» WHAT TO WORK ON
Every record gets copied exactly, and no picture goes with it.

» MATERIAL FOR THIS EXERCISE
-- -- --

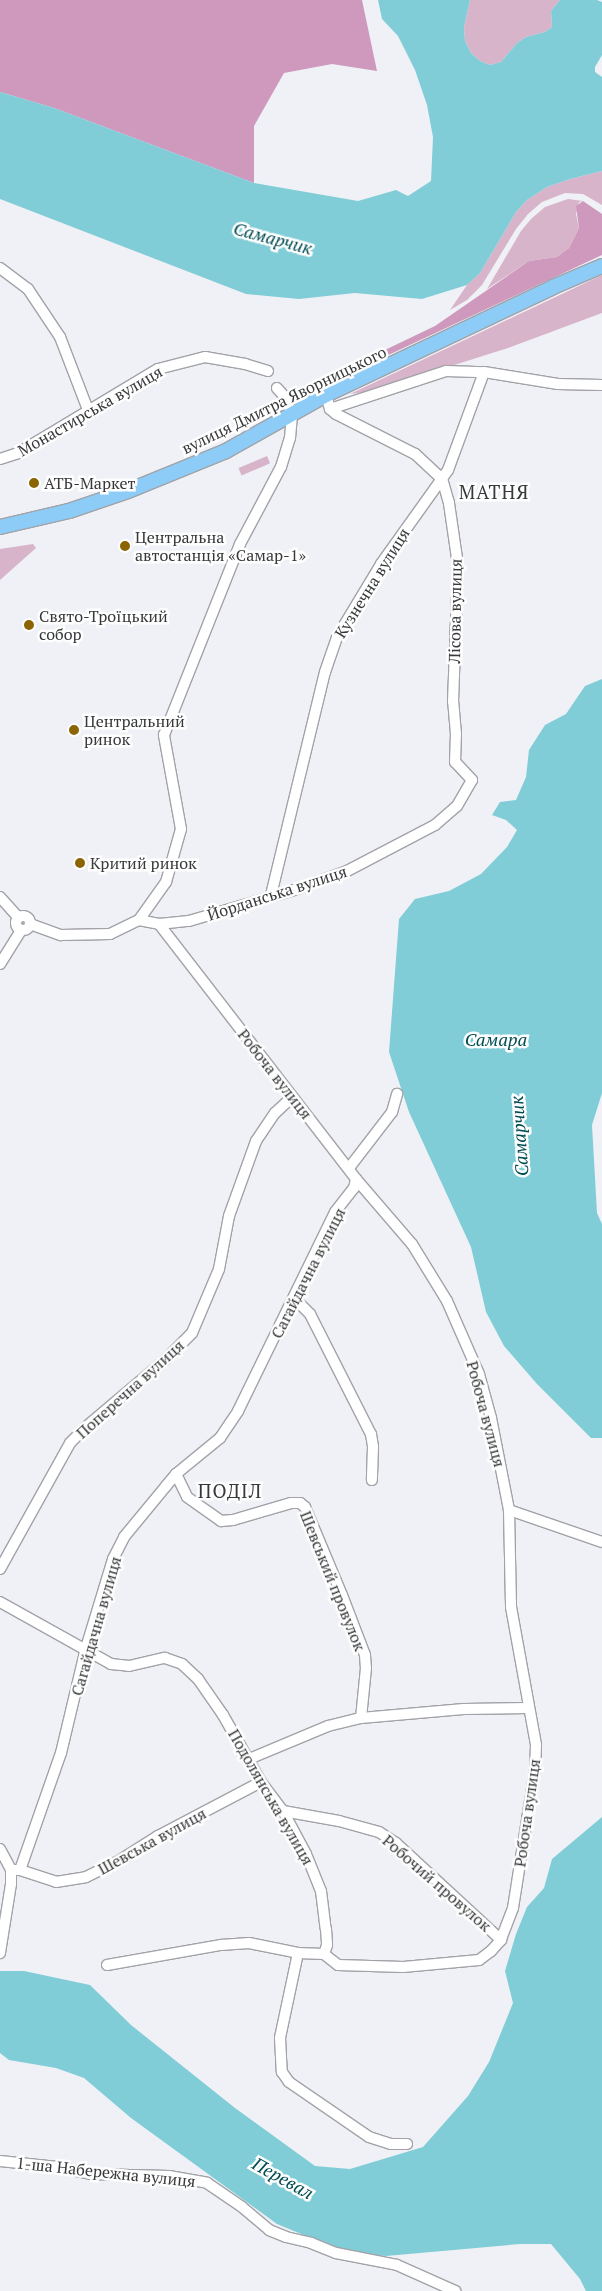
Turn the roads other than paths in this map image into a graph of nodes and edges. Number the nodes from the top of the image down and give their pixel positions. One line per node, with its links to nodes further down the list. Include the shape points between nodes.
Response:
1 (602, 266): 7 (highway, вулиця Дмитра Яворницького)
2 (0, 268): 9 (street, via 28,289 60,337)
3 (268, 371): 9 (street, Монастирська вулиця, via 205,357 158,370)
4 (484, 372): 5 (street, via 558,384); 8 (street, via 446,372); 12 (street, Кузнечна вулиця, via 458,449)
5 (602, 386)
6 (277, 388): 10 (street)
7 (326, 395): 8 (street); 10 (highway, вулиця Дмитра Яворницького)
8 (330, 409): 12 (street, via 415,454)
9 (88, 410): 11 (street, Монастирська вулиця, via 18,453)
10 (292, 414): 13 (highway, вулиця Дмитра Яворницького, via 226,451 155,481 69,511); 18 (street, via 290,438 281,467 240,544 164,735 181,828 166,882)
11 (0, 460)
12 (442, 479): 14 (street, Лісова вулиця, via 458,565 453,702 455,762); 15 (street, Кузнечна вулиця, via 381,564 337,637 323,681)
13 (0, 528)
14 (472, 780): 15 (street, Йорданська вулиця, via 457,806 436,825 347,871)
15 (271, 895): 20 (street, Йорданська вулиця, via 189,921)
16 (0, 897): 17 (street)
17 (19, 918): 19 (street, via 27,918); 21 (street, via 16,924)
18 (139, 920): 19 (street, via 110,934 61,935); 20 (street, Йорданська вулиця)
19 (30, 924): 21 (street, via 27,929)
20 (159, 924): 24 (street, Робоча вулиця)
21 (20, 930): 22 (street)
22 (0, 964)
23 (397, 1094): 25 (street, via 392,1112)
24 (292, 1097): 25 (street, Робоча вулиця); 32 (street, Поперечна вулиця, via 264,1126 256,1141 229,1216 219,1269 192,1333 70,1443)
25 (349, 1168): 26 (street, Робоча вулиця)
26 (356, 1179): 27 (street, Сагайдачна вулиця, via 354,1188 335,1212); 30 (street, Робоча вулиця, via 412,1244 459,1327 479,1374)
27 (294, 1298): 28 (street, Сагайдачна вулиця, via 238,1411 220,1438); 29 (street, via 310,1314 371,1434)
28 (176, 1474): 34 (street, Сагайдачна вулиця, via 124,1537 113,1559); 36 (street, Шевський провулок, via 187,1497 221,1521 291,1503 305,1507 364,1655 366,1668)
29 (372, 1480)
30 (508, 1510): 31 (street); 35 (street, Робоча вулиця, via 511,1607)
31 (602, 1542)
32 (0, 1569)
33 (0, 1602): 34 (street, Подолянська вулиця)
34 (86, 1648): 37 (street, Подолянська вулиця, via 111,1664 129,1666 165,1658 182,1664 223,1715); 41 (street, Сагайдачна вулиця, via 62,1753)
35 (528, 1708): 36 (street, via 464,1708); 42 (street, Робоча вулиця, via 536,1745 535,1769 513,1908)
36 (361, 1718): 37 (street, via 328,1726)
37 (249, 1759): 38 (street, Подолянська вулиця)
38 (261, 1782): 39 (street, Подолянська вулиця); 41 (street, Шевська вулиця, via 86,1877 56,1882)
39 (283, 1811): 42 (street, Робочий провулок, via 340,1821 378,1832 396,1843); 45 (street, Подолянська вулиця, via 321,1891 327,1945)
40 (0, 1849): 41 (street)
41 (15, 1870): 43 (street, Сагайдачна вулиця)
42 (501, 1940): 45 (street, via 479,1960 403,1967 338,1965)
43 (0, 1953)
44 (298, 1954): 45 (street); 46 (street, via 249,1943); 47 (street, via 280,2038 282,2072 289,2082 369,2137 391,2144)
45 (324, 1954)
46 (107, 1964)
47 (408, 2144)
48 (0, 2161): 49 (street, 1-ша Набережна вулиця, via 91,2174 169,2176 207,2183 269,2230 336,2253 397,2265)
49 (455, 2291)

-- -- --

» ANSWER TO THIS TASK
Turn the roads other than paths in this map image into a graph of nodes and edges. Number the nodes from the top of the image down and give their pixel positions. One line per node, with its links to nodes further down the list. Include the shape points between nodes.
Response:
1 (602, 266): 7 (highway, вулиця Дмитра Яворницького)
2 (0, 268): 9 (street, via 28,289 60,337)
3 (268, 371): 9 (street, Монастирська вулиця, via 205,357 158,370)
4 (484, 372): 5 (street, via 558,384); 8 (street, via 446,372); 12 (street, Кузнечна вулиця, via 458,449)
5 (602, 386)
6 (277, 388): 10 (street)
7 (326, 395): 8 (street); 10 (highway, вулиця Дмитра Яворницького)
8 (330, 409): 12 (street, via 415,454)
9 (88, 410): 11 (street, Монастирська вулиця, via 18,453)
10 (292, 414): 13 (highway, вулиця Дмитра Яворницького, via 226,451 155,481 69,511); 18 (street, via 290,438 281,467 240,544 164,735 181,828 166,882)
11 (0, 460)
12 (442, 479): 14 (street, Лісова вулиця, via 458,565 453,702 455,762); 15 (street, Кузнечна вулиця, via 381,564 337,637 323,681)
13 (0, 528)
14 (472, 780): 15 (street, Йорданська вулиця, via 457,806 436,825 347,871)
15 (271, 895): 20 (street, Йорданська вулиця, via 189,921)
16 (0, 897): 17 (street)
17 (19, 918): 19 (street, via 27,918); 21 (street, via 16,924)
18 (139, 920): 19 (street, via 110,934 61,935); 20 (street, Йорданська вулиця)
19 (30, 924): 21 (street, via 27,929)
20 (159, 924): 24 (street, Робоча вулиця)
21 (20, 930): 22 (street)
22 (0, 964)
23 (397, 1094): 25 (street, via 392,1112)
24 (292, 1097): 25 (street, Робоча вулиця); 32 (street, Поперечна вулиця, via 264,1126 256,1141 229,1216 219,1269 192,1333 70,1443)
25 (349, 1168): 26 (street, Робоча вулиця)
26 (356, 1179): 27 (street, Сагайдачна вулиця, via 354,1188 335,1212); 30 (street, Робоча вулиця, via 412,1244 459,1327 479,1374)
27 (294, 1298): 28 (street, Сагайдачна вулиця, via 238,1411 220,1438); 29 (street, via 310,1314 371,1434)
28 (176, 1474): 34 (street, Сагайдачна вулиця, via 124,1537 113,1559); 36 (street, Шевський провулок, via 187,1497 221,1521 291,1503 305,1507 364,1655 366,1668)
29 (372, 1480)
30 (508, 1510): 31 (street); 35 (street, Робоча вулиця, via 511,1607)
31 (602, 1542)
32 (0, 1569)
33 (0, 1602): 34 (street, Подолянська вулиця)
34 (86, 1648): 37 (street, Подолянська вулиця, via 111,1664 129,1666 165,1658 182,1664 223,1715); 41 (street, Сагайдачна вулиця, via 62,1753)
35 (528, 1708): 36 (street, via 464,1708); 42 (street, Робоча вулиця, via 536,1745 535,1769 513,1908)
36 (361, 1718): 37 (street, via 328,1726)
37 (249, 1759): 38 (street, Подолянська вулиця)
38 (261, 1782): 39 (street, Подолянська вулиця); 41 (street, Шевська вулиця, via 86,1877 56,1882)
39 (283, 1811): 42 (street, Робочий провулок, via 340,1821 378,1832 396,1843); 45 (street, Подолянська вулиця, via 321,1891 327,1945)
40 (0, 1849): 41 (street)
41 (15, 1870): 43 (street, Сагайдачна вулиця)
42 (501, 1940): 45 (street, via 479,1960 403,1967 338,1965)
43 (0, 1953)
44 (298, 1954): 45 (street); 46 (street, via 249,1943); 47 (street, via 280,2038 282,2072 289,2082 369,2137 391,2144)
45 (324, 1954)
46 (107, 1964)
47 (408, 2144)
48 (0, 2161): 49 (street, 1-ша Набережна вулиця, via 91,2174 169,2176 207,2183 269,2230 336,2253 397,2265)
49 (455, 2291)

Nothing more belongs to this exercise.